Companies with high-level training on computer systems are so addicted that if information systems fail for a few minutes or the online response time exceeds a few seconds, it will greatly affect delivery. When customer transactions can not be processed, and suppliers can not get orders for content, suffer business income. Many reputed CEOs IT have argued that today's primary executive role is to manage costs and vulnerabilities of computing "utility" – information centers and networks that provide access to business data and applications. While this is an important IT management role, sometimes allocated to IT, it's not the only one.
Information technology management also requires defining what new technology is investing in and how to use these new information technologies specifically to improve how a particular company makes the business. Efficient management of technical resources therefore requires not only the skills of IT executives and IT professionals – human resource assets – but also active involvement of business managers taken by the third IT asset: business / IT affiliation property.

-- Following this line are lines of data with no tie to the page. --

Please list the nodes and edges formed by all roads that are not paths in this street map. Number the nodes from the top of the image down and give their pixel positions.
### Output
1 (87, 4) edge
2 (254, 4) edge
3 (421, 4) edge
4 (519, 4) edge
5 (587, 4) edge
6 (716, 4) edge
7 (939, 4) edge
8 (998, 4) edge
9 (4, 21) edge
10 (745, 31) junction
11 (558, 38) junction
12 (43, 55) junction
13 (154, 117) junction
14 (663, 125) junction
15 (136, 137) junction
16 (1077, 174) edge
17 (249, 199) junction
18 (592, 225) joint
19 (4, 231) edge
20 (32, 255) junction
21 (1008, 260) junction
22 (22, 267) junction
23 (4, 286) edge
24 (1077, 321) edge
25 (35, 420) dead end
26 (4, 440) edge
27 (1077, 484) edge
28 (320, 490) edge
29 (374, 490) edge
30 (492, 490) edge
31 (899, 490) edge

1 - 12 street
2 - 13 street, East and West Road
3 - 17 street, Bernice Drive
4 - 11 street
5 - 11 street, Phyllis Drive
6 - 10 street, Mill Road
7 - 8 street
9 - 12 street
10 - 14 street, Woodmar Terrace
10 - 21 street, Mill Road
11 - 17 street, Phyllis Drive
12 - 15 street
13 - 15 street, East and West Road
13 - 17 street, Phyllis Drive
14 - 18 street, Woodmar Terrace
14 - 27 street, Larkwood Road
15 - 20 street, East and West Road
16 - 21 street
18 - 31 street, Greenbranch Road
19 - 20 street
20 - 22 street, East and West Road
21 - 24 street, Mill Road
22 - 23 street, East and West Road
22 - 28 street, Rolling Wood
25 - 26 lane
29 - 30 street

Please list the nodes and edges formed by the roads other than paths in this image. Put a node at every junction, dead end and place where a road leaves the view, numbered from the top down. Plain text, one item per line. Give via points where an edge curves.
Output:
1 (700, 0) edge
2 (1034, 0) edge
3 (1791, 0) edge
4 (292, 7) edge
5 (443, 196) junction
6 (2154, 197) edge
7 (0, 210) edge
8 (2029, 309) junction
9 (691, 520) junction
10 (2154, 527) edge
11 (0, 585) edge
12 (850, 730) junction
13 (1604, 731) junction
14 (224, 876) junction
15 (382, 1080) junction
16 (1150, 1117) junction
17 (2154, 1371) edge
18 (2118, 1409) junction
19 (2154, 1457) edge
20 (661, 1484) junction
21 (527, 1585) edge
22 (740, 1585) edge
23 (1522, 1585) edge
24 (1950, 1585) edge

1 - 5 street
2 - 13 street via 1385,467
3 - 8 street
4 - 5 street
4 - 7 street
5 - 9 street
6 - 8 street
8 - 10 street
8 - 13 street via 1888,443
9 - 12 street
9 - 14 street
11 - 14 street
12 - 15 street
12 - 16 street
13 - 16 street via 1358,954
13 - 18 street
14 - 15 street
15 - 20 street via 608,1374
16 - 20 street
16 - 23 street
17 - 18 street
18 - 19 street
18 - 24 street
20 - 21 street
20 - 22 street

Managing people resources for the activities of each company requires attention to employ, develop and maintain the best skills available. Today, high demand is not only for information technology with specialized technology but also for staff with both technical skills and business know-how and human skills. Business and system analysts need employees who can understand the information needs of employees in marketing, accounting, manufacturing and other business operations, as well as industry knowledge (eg, financial services or healthcare). IT professionals with business skills, as well as technical skills, are especially in demand for these types of roles. The position of companies that relate to companies such as these are also mostly obtained by internal employees, not employees of outsourcing companies or temporary external employees.
At the present time, there is growing concern about the availability of new universities and university teachers with IT-related majors, lower than the demand for domestic IT workers at the outset. Despite the fact that companies in developed countries have increasingly utilized information technology in less developed countries to make use of lower payroll costs for software programming, IT professionals still need to implement important "internal" information technology.